-- PROBLEM TO WORK ON --
Please return every line below that contains the string "Mohawk".

-- PROVIDED RECORDS --
BEGIN
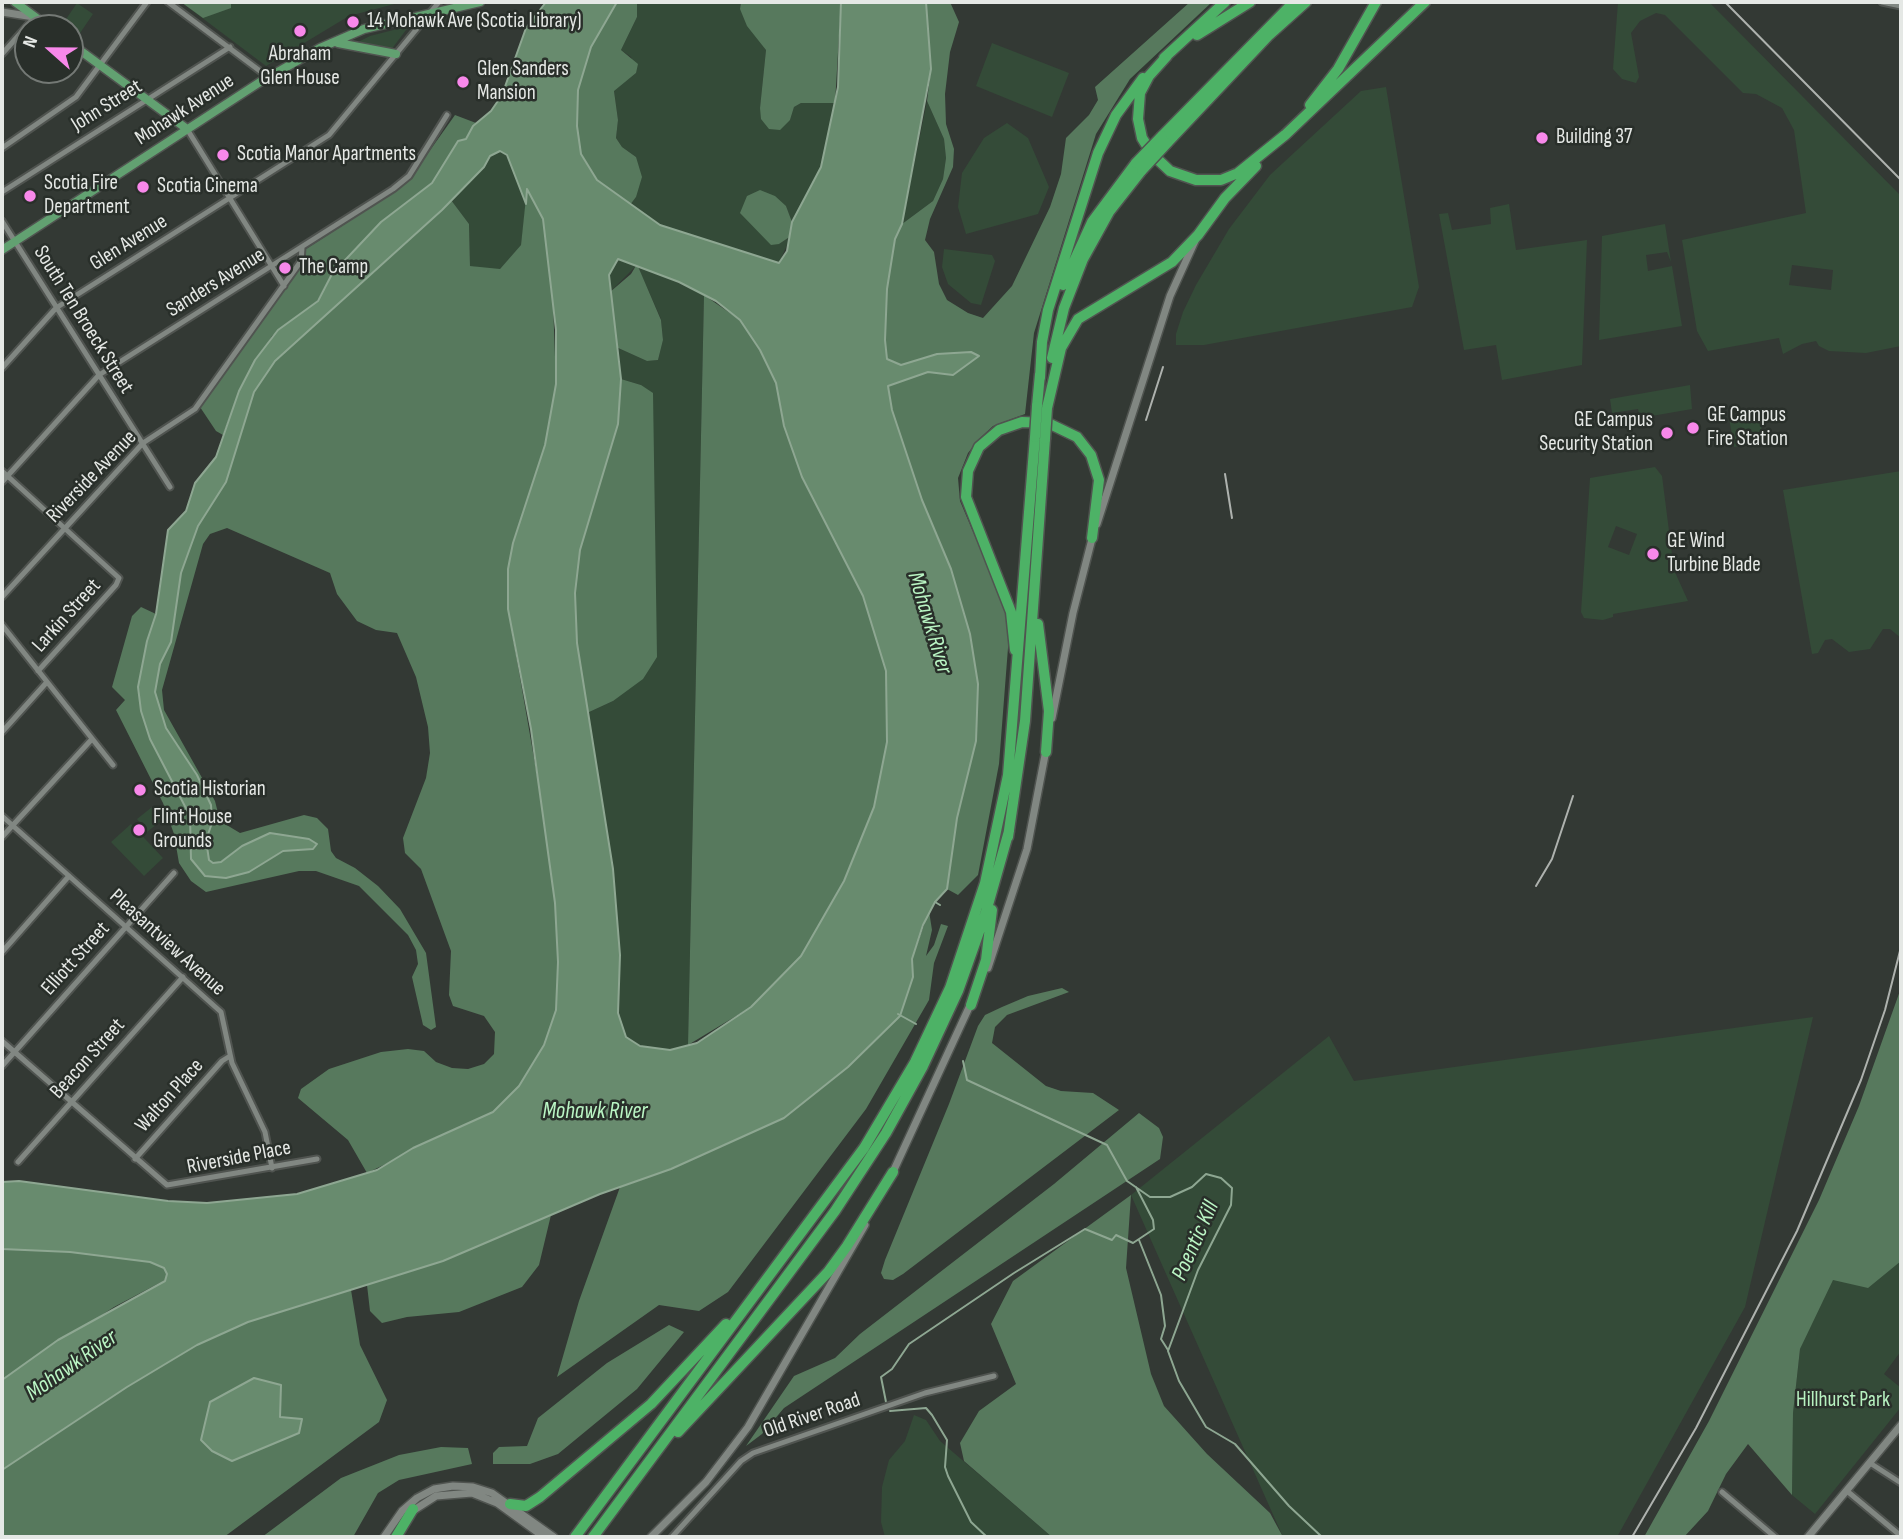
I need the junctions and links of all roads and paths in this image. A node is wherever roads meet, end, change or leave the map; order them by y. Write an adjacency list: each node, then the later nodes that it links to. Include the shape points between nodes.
1 (15, 2): 15 (main road)
2 (147, 2): 24 (street)
3 (168, 2): 19 (street)
4 (439, 2): 14 (street, Glen Avenue)
5 (480, 2): 14 (main road, Mohawk Avenue)
6 (1225, 2): 20 (highway)
7 (1250, 2): 20 (highway)
8 (1294, 2): 16 (highway)
9 (1306, 2): 16 (highway)
10 (1376, 2): 29 (highway, via 1338,69)
11 (1424, 2): 29 (highway)
12 (1882, 2): 13 (street)
13 (1901, 6)
14 (431, 12): 18 (main road, Mohawk Avenue); 23 (street, Glen Avenue)
15 (31, 14)
16 (1279, 20): 31 (highway, bridge)
17 (14, 41): 22 (street)
18 (332, 43): 23 (main road); 25 (main road, Mohawk Avenue)
19 (230, 47): 25 (street); 26 (street, John Street)
20 (1171, 52): 29 (highway, via 1144,84 1138,102 1146,146 1170,171 1196,180 1221,180 1238,173); 44 (highway, via 1132,91 1098,153 1048,310)
21 (84, 53): 24 (main road)
22 (2, 54)
23 (396, 54): 33 (street, Glen Avenue, via 329,135)
24 (100, 65): 26 (main road); 30 (street, via 76,97)
25 (268, 77): 28 (main road, Mohawk Avenue)
26 (147, 100): 28 (main road); 32 (street, John Street)
27 (447, 115): 37 (street, Sanders Avenue, via 409,176)
28 (187, 130): 33 (street); 36 (main road, Mohawk Avenue)
29 (1287, 132): 35 (highway, via 1224,198)
30 (2, 148)
31 (1139, 167): 44 (highway, via 1092,222 1071,264 1051,323); 45 (highway, via 1100,227 1072,284)
32 (2, 192)
33 (229, 199): 39 (street); 41 (street, Glen Avenue)
34 (2, 221): 36 (street, South Ten Broeck Street)
35 (1198, 235): 45 (highway, via 1172,262 1078,319 1061,348); 53 (main road, via 1170,296)
36 (14, 240): 38 (main road, Mohawk Avenue); 41 (street, South Ten Broeck Street)
37 (302, 248): 39 (street, Sanders Avenue); 40 (street, Riverside Avenue, via 301,261)
38 (2, 250)
39 (272, 267): 40 (street); 43 (street, Sanders Avenue)
40 (284, 286): 47 (street, Riverside Avenue, via 195,409)
41 (56, 308): 42 (street, Glen Avenue); 43 (street, South Ten Broeck Street)
42 (2, 368)
43 (99, 375): 47 (street, South Ten Broeck Street); 49 (street, Sanders Avenue)
44 (1040, 378): 45 (highway)
45 (1042, 407): 46 (highway, bridge)
46 (1040, 438): 54 (highway); 59 (highway)
47 (143, 443): 51 (street, South Ten Broeck Street); 52 (street, Riverside Avenue)
48 (2, 471): 49 (street)
49 (8, 476): 50 (street, Sanders Avenue); 52 (street)
50 (2, 482)
51 (170, 487)
52 (65, 528): 55 (street, Riverside Avenue); 57 (street, Larkin Street, via 119,580)
53 (1093, 538): 59 (highway, via 1099,480 1091,455 1077,437 1048,423 1022,422 999,430 979,447 968,471 966,497 1013,621); 62 (main road)
54 (1038, 543): 62 (highway, via 1038,635 1049,711); 66 (highway, via 1025,721)
55 (2, 597)
56 (2, 625): 57 (street)
57 (38, 671): 58 (street)
58 (47, 682): 60 (street); 61 (street)
59 (1015, 720): 84 (highway, via 989,870 939,1014 877,1128)
60 (2, 732)
61 (92, 738): 63 (street); 65 (street)
62 (1046, 752): 73 (main road, via 1017,884)
63 (113, 765)
64 (2, 816): 65 (street, Pleasantview Avenue)
65 (12, 825): 67 (street); 69 (street, Pleasantview Avenue)
66 (1009, 831): 73 (highway, via 986,960); 91 (highway, via 984,921 958,991 898,1112 835,1211)
67 (2, 837)
68 (174, 873): 70 (street, Elliott Street)
69 (69, 876): 70 (street, Pleasantview Avenue); 71 (street)
70 (126, 926): 72 (street, Pleasantview Avenue); 75 (street, Elliott Street)
71 (2, 952)
72 (183, 977): 76 (street, Pleasantview Avenue, via 220,1013); 78 (street, Beacon Street)
73 (971, 1005): 83 (main road)
74 (2, 1041): 75 (street)
75 (14, 1052): 77 (street, Elliott Street); 78 (street)
76 (230, 1056): 79 (street, Walton Place); 82 (street, Pleasantview Avenue, via 265,1132)
77 (2, 1066)
78 (71, 1102): 79 (street); 81 (street, Beacon Street)
79 (135, 1159): 82 (street, Riverside Place, via 167,1185)
80 (317, 1159): 82 (street, Riverside Place)
81 (18, 1162)
82 (272, 1168)
83 (893, 1172): 91 (highway, via 828,1272 682,1427); 101 (main road, via 748,1427 706,1482)
84 (781, 1260): 92 (highway, via 643,1411 536,1501 522,1507); 94 (highway)
85 (994, 1376): 102 (street, Old River Road, via 925,1393 754,1453 741,1461)
86 (1901, 1424): 87 (main road)
87 (1870, 1464): 88 (street); 89 (main road)
88 (1901, 1483)
89 (1847, 1491): 95 (street); 104 (main road)
90 (1722, 1492): 103 (street)
91 (623, 1497): 100 (highway)
92 (510, 1504): 96 (main road, via 473,1487 444,1487 409,1504); 99 (main road)
93 (413, 1509): 97 (highway); 98 (main road, via 436,1496 472,1493 497,1503)
94 (576, 1535)
95 (1901, 1536)
96 (384, 1537)
97 (393, 1537)
98 (544, 1537)
99 (554, 1537)
100 (593, 1537)
101 (651, 1537)
102 (672, 1537)
103 (1775, 1537)
104 (1808, 1537)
END
-- ANSWER SECTION --
5 (480, 2): 14 (main road, Mohawk Avenue)
14 (431, 12): 18 (main road, Mohawk Avenue); 23 (street, Glen Avenue)
18 (332, 43): 23 (main road); 25 (main road, Mohawk Avenue)
25 (268, 77): 28 (main road, Mohawk Avenue)
28 (187, 130): 33 (street); 36 (main road, Mohawk Avenue)
36 (14, 240): 38 (main road, Mohawk Avenue); 41 (street, South Ten Broeck Street)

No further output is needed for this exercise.